The key insight is that we need to find a continuous range that covers at least one element from each list. Think of this problem as trying to find a window that "touches" all lists simultaneously.

If we merge all the numbers from all lists into a single sorted array while keeping track of which list each number came from, we can use a sliding window approach. Why does this work?

Consider that any valid range [a, b] must have a and b as actual numbers from our lists (not arbitrary values). The optimal range will have its endpoints as numbers from the lists because we want to minimize the range width.

Once we have all numbers sorted in a single array with their list indices, we can use two pointers to maintain a window. We expand the window by moving the right pointer and include more numbers. As we include numbers, we keep track of which lists are represented in our current window using a counter.

When our window contains at least one number from each of the k lists, we have a valid range. At this point, we can try to shrink the window from the left to find a potentially smaller valid range. We keep shrinking as long as the window remains valid (still contains elements from all k lists).
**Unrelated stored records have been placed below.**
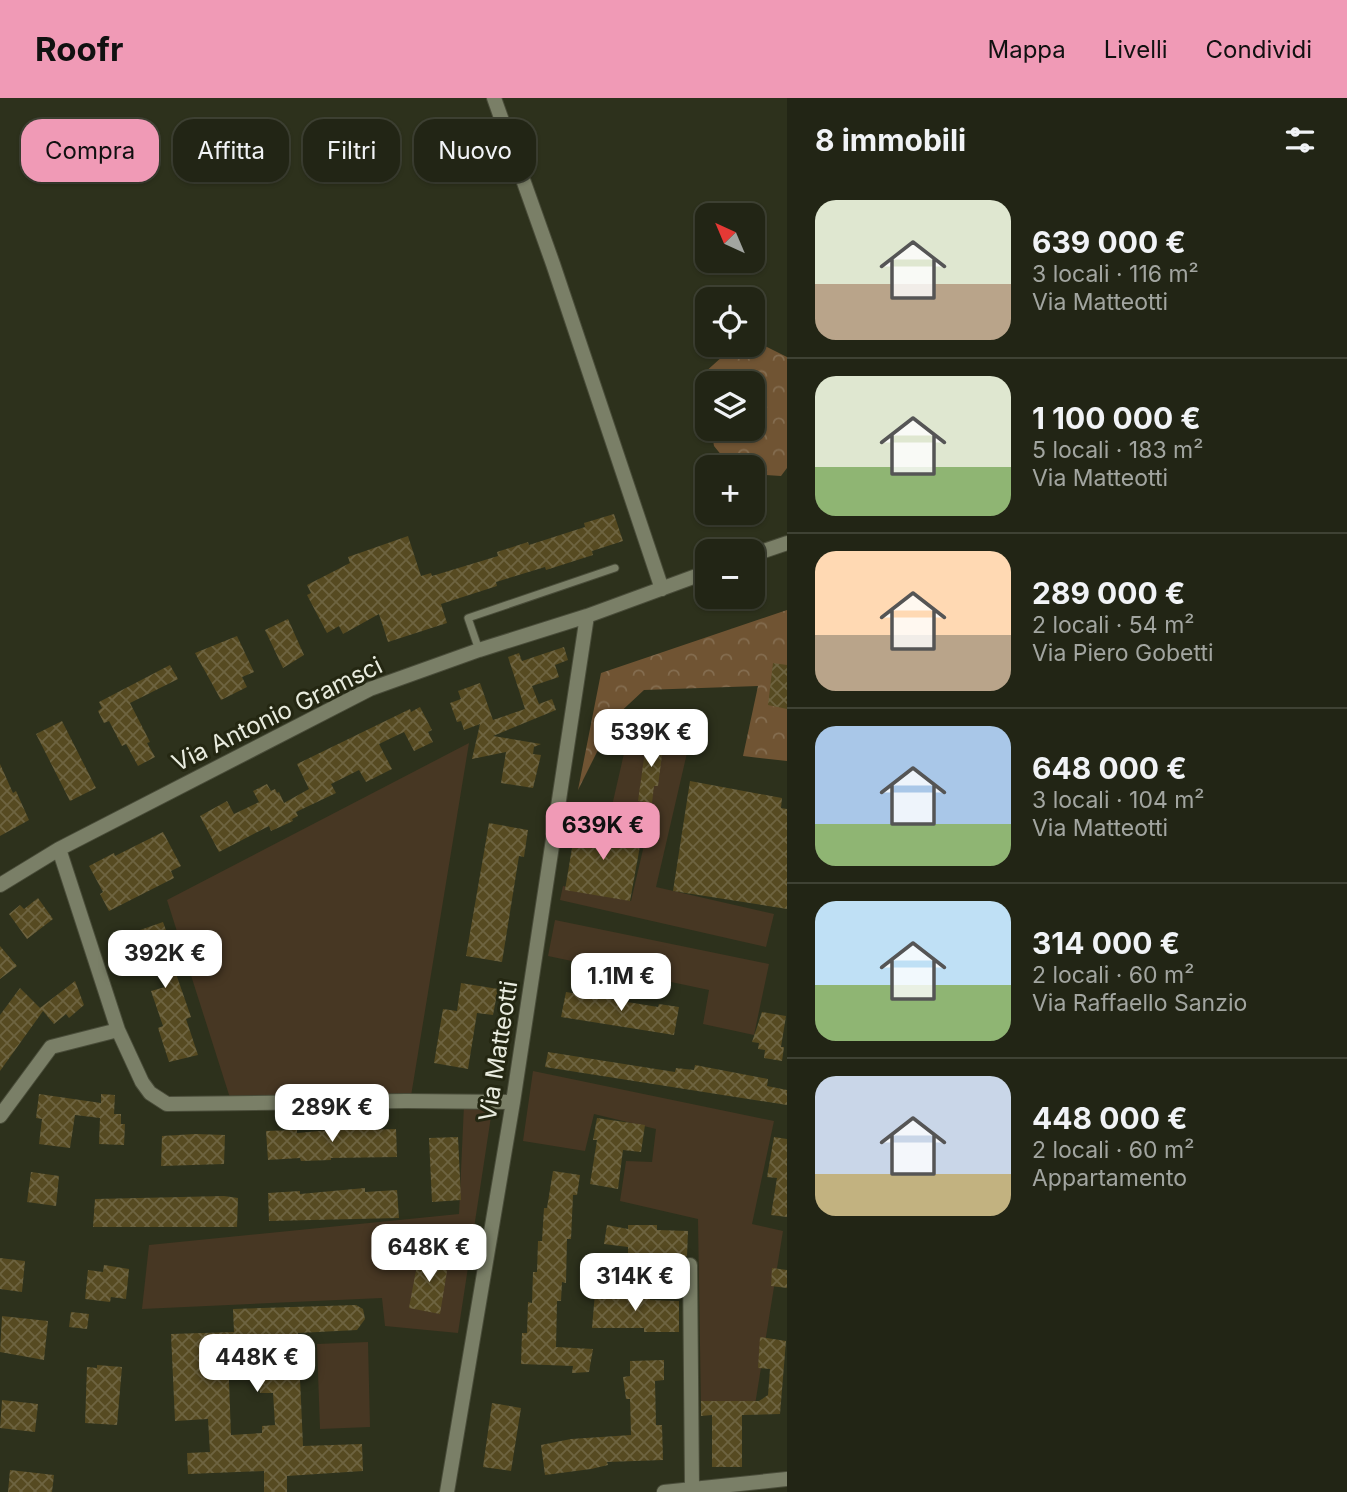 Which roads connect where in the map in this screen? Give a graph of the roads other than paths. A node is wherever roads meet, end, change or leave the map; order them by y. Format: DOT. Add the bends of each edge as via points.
graph roads {
  1 [pos="494,98"];
  2 [pos="787,542"];
  3 [pos="765,550"];
  4 [pos="615,568"];
  5 [pos="695,577"];
  6 [pos="662,589"];
  7 [pos="587,616"];
  8 [pos="479,650"];
  9 [pos="59,849"];
  10 [pos="0,885"];
  11 [pos="118,1030"];
  12 [pos="513,1102"];
  13 [pos="0,1116"];
  14 [pos="690,1265"];
  15 [pos="787,1479"];
  16 [pos="692,1488"];
  17 [pos="447,1492"];
  18 [pos="664,1492"];
  1 -- 6 [label="street"];
  2 -- 3 [label="street"];
  4 -- 8 [label="lane" via="468,618"];
  5 -- 6 [label="street, Via Antonio Gramsci"];
  6 -- 7 [label="street, Via Antonio Gramsci"];
  7 -- 8 [label="street, Via Antonio Gramsci"];
  7 -- 12 [label="street, Via Matteotti"];
  8 -- 9 [label="street, Via Antonio Gramsci" via="370,689"];
  9 -- 10 [label="street, Via Antonio Gramsci"];
  9 -- 11 [label="street"];
  11 -- 12 [label="street" via="142,1082 167,1104"];
  11 -- 13 [label="street" via="51,1047"];
  12 -- 17 [label="street, Via Matteotti"];
  14 -- 16 [label="street"];
  15 -- 16 [label="street"];
  16 -- 18 [label="street"];
}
The sliding window technique works here because:

  1. Once we have a valid window covering all lists, any smaller valid range must either start later (higher left boundary) or end earlier (lower right boundary)
  2. By sorting all numbers first, we ensure we're checking ranges in a systematic way
  3. The two-pointer approach ensures we check all possible valid ranges efficiently without redundant calculations

This approach essentially transforms the problem from dealing with k separate lists into dealing with a single sorted sequence where we need to find the smallest window containing all k different "colors" (list indices).

Learn more about Greedy, Sorting, Sliding Window and Heap (Priority Queue) patterns.

Solution Approach

The solution implements the sorting and sliding window approach discussed in the intuition. Let's walk through the implementation step by step:

Step 1: Create a merged sorted array

t = [(x, i) for i, v in enumerate(nums) for x in v]
t.sort()

We create a list t where each element is a tuple (x, i):

  • x is the actual value from the lists
  • i is the index indicating which list this value came from

After creating this list, we sort it by the values (Python sorts tuples by the first element by default). This effectively merges all k sorted lists into one sorted sequence while preserving the origin information.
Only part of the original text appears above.